"Om de zoveel tijd naar de lucht kijken, daar kun je niet omheen."
Ik heb altijd wel interesse gehad in bouwkunde, oude gebouwen en techniek. Dat is ook mijn achtergrond: HTS bouwkunde. Ik ben gebouwbeheerder geweest. Met monumentendag kwam ik In Haarlem bij twee molens. Ik hoorde daar van leerling-molenaars dat er een gilde is voor molenaars. Molens vind ik in historisch en technisch opzicht heel interessant. Dat is een mooie combinatie.

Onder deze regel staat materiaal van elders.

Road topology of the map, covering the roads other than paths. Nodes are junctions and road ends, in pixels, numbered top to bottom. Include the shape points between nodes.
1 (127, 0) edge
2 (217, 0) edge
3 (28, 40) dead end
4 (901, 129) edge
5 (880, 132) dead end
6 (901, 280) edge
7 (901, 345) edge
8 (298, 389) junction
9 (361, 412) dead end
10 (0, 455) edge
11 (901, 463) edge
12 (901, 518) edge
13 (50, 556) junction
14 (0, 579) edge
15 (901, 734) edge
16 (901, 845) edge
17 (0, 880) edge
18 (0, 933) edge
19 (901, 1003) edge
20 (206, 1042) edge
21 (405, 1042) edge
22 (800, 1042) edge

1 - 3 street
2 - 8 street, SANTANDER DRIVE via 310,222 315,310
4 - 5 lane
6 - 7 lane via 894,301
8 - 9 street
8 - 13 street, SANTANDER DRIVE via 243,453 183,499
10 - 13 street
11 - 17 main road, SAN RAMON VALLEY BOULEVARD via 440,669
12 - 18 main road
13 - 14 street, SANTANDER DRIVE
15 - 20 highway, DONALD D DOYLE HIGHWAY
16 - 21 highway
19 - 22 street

In 2013 begon ik met de opleiding op de Nieuw Leven in Hazerswoude Dorp. Dat was een instructiemolen met Jaap van der Akerboom. Later ook op de Zwanburgermolen bij Hans de Graaf en Henk Kooi. Dat was wat dichterbij en zo kon ik om de week van lesmolen wisselen. Dan heb je ervaring op een koren- én een poldermolen. Daarna nog stagemolens bezocht. Een houtzaagmolen en een oliemolen in de Zaanstreek om verschillende molens te ervaren. In 2015 heb ik mijn examen gehaald. In de tijd dat ik op de Zwanburgermolen leste, ben ik ook lid geworden van de molenstichting. Ik hoorde dat deze molen door het hoogheemraadschap aan de molenstichting zou worden overgedragen. Daar wilde ik graag voor in aanmerking komen.
Maar dat duurde wel 3 jaar en in de tussentijd draaide ik op de tweegang van de Doesmolen en de Kalkmolen in Hoogmade, met Arie Driesprong.
Deze molen en de Lageveense molen, aan de andere kant van het spoor, werden hiervoor gedraaid door Bart Cozijn en zijn vader Leo Cozijn. Zij lieten deze molen soms wel 140 enden draaien. Als er een bui aankwam dan ging hij eerst de Lageveense molen veilig stellen want die liep meer kans om op hol te slaan door zijn fokwieken. Dan ging hij het spoor en het water over om daarna deze Hoogeveensemolen veilig te stellen. Deze molen had een goede vang en Dekkerwieken. Die kon wel wat hebben. Ik draai deze molen alleen en voor mij hoeft het niet harder dan 80-100 enden. Dat is zat. Met je smartphone is het tegenwoordig wel makkelijk om zelfs per uur te weten wanneer je kunt gaan draaien. Toch moet je ook nu, als molenaar, alert zijn op het weer, buien, windvlagen. Om de zoveel tijd naar de lucht kijken, daar kun je niet omheen. Daarom draai je de molen nooit ’s nachts. Vroeger draaiden beroepsmolenaars ook wel ’s nachts maar dan mochten ze niet gaan slapen. Dat kan ook niet, veel te gevaarlijk.
Tom telt 15 seconden lang de enden. 20. Keer 4, “Dus hij draait nu 80 enden. Dat is mooi maar ik denk dat ik de as even in het vet moet zetten”. Deze achtkante molen is gebouwd in 1654. In 2018 is de molen overgegaan van het Hoogheemraadschap Rijnland naar de Rijnlandse Molenstichting. Officieel is dit een reserve gemaal. “Maar als het heel veel geregend heeft dan malen we”. Daar zijn met de molenstichting afspraken over gemaakt.
De molen heeft sinds 1869 een metalen scheprad. In 1930 kwam er een Deutz motor die het scheprad aandreef en in 1939 werd de molen voorzien van zgn. Dekkerwieken waardoor het rendement toenam. De oorlog kon immers wel eens brandstofschaarste tot gevolg hebben. Later, in 2003, volgde een elektrohulpmotor met riemaandrijving alsmede de restauratie van de Dekkerwieken. In 2016 werd een nieuw gemaal voor de Hogeveense polder geplaatst.